# Regnum Silenti - my 2012 yard display



## Offwhiteknight (Sep 17, 2008)

First of all, more pictures (taken with my iPhone; my DSL didn't do that much better, it's just not suited for night shots) can be found in my profile album.

Second, I think I finally found a name I like. Regnum Silenti translated roughly means Kingdom of Silence. From a mistranslation of Kingdom of the Dead. Next year will hopefully include more cemetery elements *and* LED pin spots on them.

The skeleton is a Costco pose-n-stay, with fake hair from the Dollar Tree hotglued on. My four year old wanted a part of the display to be a girl...hence the hair. Since it was red hair she named it Ariel. Unintentionally creepy...
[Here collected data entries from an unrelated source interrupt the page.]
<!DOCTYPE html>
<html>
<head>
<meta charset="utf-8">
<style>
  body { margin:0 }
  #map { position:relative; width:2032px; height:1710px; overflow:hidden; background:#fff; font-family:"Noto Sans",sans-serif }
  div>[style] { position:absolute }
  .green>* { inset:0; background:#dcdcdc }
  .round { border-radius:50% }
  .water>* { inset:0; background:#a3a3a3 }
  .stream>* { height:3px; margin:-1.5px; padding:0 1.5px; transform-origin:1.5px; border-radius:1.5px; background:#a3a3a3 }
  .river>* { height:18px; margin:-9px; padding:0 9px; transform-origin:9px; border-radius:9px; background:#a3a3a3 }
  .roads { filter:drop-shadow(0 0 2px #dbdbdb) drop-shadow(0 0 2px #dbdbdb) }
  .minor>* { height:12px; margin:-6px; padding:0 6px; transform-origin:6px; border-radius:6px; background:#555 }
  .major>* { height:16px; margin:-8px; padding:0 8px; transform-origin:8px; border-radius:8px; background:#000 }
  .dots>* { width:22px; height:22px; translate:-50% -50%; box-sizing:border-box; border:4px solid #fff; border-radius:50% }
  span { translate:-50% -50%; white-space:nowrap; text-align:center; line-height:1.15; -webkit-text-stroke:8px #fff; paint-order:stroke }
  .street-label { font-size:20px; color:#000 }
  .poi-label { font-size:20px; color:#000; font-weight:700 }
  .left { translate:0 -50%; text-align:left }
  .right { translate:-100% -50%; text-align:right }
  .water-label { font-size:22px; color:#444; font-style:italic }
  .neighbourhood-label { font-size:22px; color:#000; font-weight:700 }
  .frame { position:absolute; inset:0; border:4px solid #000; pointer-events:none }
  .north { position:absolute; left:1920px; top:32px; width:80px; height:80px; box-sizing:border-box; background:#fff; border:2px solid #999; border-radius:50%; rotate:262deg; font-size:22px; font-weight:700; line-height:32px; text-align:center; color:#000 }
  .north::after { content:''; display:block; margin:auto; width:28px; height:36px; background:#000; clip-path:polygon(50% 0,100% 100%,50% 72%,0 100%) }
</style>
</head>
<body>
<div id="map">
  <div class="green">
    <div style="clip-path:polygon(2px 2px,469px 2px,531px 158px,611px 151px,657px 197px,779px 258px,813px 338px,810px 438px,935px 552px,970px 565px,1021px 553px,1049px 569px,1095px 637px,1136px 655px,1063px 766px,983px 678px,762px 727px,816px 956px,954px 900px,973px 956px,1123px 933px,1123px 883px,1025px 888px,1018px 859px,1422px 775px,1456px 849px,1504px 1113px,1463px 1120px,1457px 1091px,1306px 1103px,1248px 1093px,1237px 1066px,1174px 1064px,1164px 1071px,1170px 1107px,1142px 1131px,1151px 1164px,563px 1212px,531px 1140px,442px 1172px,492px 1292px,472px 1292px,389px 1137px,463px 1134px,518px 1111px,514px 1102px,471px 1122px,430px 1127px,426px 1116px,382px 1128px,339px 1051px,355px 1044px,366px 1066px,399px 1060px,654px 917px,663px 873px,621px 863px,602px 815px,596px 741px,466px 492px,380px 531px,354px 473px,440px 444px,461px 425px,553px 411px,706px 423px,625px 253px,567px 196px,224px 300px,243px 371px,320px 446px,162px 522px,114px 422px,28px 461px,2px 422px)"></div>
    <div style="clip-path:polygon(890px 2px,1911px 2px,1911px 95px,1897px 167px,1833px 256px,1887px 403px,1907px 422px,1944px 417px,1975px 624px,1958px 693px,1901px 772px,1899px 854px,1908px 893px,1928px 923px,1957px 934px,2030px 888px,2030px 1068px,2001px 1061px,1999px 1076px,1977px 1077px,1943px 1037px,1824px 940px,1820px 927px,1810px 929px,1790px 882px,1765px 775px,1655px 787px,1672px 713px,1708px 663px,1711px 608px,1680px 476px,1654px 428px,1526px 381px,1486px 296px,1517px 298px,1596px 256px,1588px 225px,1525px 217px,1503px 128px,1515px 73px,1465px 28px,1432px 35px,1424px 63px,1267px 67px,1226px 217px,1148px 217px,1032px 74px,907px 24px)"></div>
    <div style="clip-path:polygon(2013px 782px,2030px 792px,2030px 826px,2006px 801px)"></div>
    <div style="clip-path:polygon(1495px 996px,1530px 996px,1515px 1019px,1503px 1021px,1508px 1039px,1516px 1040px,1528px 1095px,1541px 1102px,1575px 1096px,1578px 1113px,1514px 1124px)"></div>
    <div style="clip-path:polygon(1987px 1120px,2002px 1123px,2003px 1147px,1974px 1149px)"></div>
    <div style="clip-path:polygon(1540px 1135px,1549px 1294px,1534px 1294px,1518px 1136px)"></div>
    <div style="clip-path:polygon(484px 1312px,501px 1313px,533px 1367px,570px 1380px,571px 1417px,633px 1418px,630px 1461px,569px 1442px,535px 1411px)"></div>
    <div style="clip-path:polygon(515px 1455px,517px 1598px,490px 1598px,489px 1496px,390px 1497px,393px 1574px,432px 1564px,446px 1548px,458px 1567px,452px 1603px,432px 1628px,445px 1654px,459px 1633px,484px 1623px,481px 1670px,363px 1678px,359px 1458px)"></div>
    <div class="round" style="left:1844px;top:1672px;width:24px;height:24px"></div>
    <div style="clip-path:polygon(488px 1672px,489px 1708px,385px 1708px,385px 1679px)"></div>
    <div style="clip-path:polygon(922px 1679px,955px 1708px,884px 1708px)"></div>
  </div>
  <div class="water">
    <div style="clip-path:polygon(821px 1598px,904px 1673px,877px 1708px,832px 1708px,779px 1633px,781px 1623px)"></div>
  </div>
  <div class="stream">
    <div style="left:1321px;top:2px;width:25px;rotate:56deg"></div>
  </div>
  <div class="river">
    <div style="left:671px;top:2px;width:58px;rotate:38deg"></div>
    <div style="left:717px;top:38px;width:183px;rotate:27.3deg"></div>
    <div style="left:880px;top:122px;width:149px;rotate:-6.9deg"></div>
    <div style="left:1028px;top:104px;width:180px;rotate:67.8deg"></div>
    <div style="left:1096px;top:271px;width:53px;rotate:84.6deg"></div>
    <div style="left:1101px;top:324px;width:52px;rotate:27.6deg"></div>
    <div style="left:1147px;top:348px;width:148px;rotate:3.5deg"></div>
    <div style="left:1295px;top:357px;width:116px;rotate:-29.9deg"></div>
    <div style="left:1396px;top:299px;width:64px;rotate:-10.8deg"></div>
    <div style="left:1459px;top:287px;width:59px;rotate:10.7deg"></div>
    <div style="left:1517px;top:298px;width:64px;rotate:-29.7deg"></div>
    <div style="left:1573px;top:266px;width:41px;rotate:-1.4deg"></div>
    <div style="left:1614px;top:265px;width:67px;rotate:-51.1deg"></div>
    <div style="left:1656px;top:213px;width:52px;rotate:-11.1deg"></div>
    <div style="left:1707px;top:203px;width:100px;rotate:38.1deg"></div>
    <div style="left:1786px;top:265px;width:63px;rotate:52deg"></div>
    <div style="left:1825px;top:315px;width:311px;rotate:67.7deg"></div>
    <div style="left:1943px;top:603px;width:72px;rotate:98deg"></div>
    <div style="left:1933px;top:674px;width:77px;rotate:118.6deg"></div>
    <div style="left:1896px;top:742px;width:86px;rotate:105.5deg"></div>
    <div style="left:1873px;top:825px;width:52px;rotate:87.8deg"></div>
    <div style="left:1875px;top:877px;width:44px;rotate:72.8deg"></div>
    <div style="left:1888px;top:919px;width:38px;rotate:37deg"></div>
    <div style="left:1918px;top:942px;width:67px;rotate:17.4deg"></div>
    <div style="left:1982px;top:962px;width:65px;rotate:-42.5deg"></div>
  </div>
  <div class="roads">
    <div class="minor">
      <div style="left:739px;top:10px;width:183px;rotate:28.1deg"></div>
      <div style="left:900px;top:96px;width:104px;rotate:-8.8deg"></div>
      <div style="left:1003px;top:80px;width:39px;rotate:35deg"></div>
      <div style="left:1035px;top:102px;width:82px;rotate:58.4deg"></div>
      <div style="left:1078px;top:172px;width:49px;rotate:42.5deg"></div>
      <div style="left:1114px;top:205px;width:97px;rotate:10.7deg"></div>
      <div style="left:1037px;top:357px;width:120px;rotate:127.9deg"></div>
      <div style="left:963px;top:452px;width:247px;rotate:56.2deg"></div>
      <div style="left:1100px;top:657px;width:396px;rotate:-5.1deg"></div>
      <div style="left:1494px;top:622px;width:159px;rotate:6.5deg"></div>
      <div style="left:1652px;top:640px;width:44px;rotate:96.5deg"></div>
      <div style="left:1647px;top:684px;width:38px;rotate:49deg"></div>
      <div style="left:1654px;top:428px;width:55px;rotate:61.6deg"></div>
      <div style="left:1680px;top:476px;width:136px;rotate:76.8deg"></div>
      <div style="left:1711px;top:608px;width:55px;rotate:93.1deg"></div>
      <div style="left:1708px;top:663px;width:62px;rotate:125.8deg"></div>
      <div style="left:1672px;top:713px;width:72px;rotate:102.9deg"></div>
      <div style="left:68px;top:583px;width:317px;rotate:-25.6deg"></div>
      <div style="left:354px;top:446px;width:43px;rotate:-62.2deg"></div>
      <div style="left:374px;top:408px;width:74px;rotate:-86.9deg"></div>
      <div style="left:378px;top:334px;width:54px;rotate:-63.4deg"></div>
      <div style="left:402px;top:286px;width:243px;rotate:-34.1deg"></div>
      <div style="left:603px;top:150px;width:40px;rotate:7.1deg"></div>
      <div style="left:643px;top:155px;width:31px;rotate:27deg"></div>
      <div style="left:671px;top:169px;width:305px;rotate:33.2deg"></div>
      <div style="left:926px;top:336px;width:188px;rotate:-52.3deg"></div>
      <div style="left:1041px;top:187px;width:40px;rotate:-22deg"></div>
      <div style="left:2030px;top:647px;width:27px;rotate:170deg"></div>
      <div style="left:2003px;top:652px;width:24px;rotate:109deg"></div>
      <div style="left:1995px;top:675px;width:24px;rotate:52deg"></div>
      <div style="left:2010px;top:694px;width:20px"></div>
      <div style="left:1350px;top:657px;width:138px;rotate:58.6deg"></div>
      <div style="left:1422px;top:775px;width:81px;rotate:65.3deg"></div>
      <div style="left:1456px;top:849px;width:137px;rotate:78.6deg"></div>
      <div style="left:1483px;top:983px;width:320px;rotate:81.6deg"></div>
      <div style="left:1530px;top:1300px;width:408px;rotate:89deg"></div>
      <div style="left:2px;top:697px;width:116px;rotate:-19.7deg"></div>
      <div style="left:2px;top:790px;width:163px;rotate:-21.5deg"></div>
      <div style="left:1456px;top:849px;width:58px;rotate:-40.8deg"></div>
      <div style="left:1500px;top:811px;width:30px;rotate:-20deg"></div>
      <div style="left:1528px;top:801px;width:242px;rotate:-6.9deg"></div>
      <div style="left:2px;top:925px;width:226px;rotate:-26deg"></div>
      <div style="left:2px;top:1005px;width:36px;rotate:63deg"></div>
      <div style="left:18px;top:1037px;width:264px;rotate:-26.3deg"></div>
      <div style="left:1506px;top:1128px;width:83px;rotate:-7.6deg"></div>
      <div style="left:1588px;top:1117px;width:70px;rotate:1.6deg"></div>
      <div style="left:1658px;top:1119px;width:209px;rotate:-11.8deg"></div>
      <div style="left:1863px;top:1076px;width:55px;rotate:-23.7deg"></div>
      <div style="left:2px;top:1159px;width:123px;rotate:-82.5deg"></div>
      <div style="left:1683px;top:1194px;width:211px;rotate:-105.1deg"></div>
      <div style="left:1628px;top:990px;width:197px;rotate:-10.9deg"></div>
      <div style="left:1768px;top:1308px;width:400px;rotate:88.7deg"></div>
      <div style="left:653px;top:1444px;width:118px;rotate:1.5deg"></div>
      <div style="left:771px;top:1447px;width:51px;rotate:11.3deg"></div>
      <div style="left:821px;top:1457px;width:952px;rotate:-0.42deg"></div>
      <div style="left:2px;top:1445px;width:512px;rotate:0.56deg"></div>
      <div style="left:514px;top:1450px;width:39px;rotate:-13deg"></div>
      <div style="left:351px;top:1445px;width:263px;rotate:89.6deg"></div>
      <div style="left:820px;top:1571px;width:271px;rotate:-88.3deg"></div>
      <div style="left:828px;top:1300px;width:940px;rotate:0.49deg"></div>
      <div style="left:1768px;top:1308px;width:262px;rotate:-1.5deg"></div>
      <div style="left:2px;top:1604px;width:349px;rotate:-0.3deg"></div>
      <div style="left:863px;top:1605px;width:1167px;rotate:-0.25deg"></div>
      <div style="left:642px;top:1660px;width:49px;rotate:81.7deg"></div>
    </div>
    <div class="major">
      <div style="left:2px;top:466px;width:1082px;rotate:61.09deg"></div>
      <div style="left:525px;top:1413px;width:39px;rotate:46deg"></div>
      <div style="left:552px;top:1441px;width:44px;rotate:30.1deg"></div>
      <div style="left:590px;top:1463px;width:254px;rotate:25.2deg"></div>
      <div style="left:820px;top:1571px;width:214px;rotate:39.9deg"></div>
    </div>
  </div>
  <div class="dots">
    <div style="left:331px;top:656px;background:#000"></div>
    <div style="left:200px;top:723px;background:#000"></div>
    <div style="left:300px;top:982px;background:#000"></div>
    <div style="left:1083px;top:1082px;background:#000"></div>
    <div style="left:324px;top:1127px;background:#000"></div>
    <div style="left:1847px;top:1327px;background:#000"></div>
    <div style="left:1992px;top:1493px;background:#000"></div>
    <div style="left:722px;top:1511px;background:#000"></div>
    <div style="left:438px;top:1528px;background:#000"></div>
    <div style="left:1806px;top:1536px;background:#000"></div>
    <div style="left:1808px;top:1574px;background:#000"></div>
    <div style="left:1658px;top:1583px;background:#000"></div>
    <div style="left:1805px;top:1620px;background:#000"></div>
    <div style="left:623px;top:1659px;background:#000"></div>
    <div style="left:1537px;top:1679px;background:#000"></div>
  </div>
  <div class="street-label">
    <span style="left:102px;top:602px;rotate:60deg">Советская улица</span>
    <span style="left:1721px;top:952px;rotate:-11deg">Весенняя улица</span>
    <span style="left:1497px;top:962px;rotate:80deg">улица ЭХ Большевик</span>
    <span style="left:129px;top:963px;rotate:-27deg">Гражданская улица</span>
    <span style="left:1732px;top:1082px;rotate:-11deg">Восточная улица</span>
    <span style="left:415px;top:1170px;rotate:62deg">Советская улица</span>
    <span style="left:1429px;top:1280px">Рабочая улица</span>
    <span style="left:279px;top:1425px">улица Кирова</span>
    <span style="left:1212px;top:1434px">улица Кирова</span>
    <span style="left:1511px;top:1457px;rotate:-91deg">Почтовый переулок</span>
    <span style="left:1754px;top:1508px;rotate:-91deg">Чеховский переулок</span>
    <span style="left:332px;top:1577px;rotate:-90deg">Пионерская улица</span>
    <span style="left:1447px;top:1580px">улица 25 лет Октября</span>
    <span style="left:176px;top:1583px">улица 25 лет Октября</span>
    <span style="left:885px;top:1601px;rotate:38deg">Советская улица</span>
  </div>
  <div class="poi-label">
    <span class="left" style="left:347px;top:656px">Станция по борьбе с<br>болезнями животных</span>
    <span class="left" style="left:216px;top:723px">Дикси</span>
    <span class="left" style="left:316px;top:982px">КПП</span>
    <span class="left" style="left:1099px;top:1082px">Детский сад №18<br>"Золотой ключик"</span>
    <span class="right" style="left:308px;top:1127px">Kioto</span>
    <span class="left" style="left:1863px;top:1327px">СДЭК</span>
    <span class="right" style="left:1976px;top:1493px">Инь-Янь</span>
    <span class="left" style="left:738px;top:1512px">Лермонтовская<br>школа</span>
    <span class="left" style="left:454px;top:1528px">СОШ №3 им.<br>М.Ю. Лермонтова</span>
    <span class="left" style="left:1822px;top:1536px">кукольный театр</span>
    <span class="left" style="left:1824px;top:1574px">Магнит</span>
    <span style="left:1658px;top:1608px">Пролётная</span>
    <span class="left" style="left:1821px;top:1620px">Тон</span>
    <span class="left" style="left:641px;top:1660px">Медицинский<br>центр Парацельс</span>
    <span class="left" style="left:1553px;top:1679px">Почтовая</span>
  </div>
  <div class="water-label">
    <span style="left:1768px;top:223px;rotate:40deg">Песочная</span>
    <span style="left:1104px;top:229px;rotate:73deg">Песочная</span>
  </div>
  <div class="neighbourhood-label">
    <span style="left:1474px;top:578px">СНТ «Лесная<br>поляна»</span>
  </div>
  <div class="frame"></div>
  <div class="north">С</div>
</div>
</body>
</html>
Also, thanks go to guys like Pumpkinrot, Skull-n-Bones and anyone else who has done pumpkin kreeps or anything pumpkin related. Love those guys, made my first one about 4 years ago I think.

Anyway, here they go...


----------



## jdubbya (Nov 6, 2005)

The pumpkin guy is awesome and Ariel is a hoot. Very kid friendly. Your lighting looks good from the pic as well!


----------



## Offwhiteknight (Sep 17, 2008)

That's funny you say kid friendly. My youngest was scared of the whole thing after an unfortunate stringing up the bat incident and I had one kid too scared to come up the drive to TOT. But then again, I go for atmosphere instead or gore or pop-up scares, so maybe it does count as kid friendly.

Thanks!


----------



## jdubbya (Nov 6, 2005)

Offwhiteknight said:


> That's funny you say kid friendly. My youngest was scared of the whole thing after an unfortunate stringing up the bat incident and I had one kid too scared to come up the drive to TOT. But then again, I go for atmosphere instead or gore or pop-up scares, so maybe it does count as kid friendly.
> 
> Thanks!


Should have clarified that Ariel is kid friendly. The pumpkinrot character is pretty sinister looking, as it should be! We don't use gore either, and also go for atmospheric scares/tension.


----------



## Pumpkin5 (Aug 8, 2010)

:jol:I like it (and I loved your album too)...and I am sure a little fright on Halloween is called for. Kids are resilient...they bounce right back, and if they don't deal with chills and thrills as little ones, they grow up being scared of the dark....I like how you hid your spotlights with the pumpkins. Very creative subterfuge!


----------



## RoxyBlue (Oct 6, 2008)

So the question is, why IS that one pumpkinkreep so happy when the others are so deliciously eerie?:jol:

I think the story about your daughter wanting a girl in the display is charming


----------



## Lunatic (Oct 3, 2006)

Love that pumpkin creep!


----------



## Hairazor (Mar 13, 2012)

I like your use of red and green lighting and your pumpkinkreep is really hot!


----------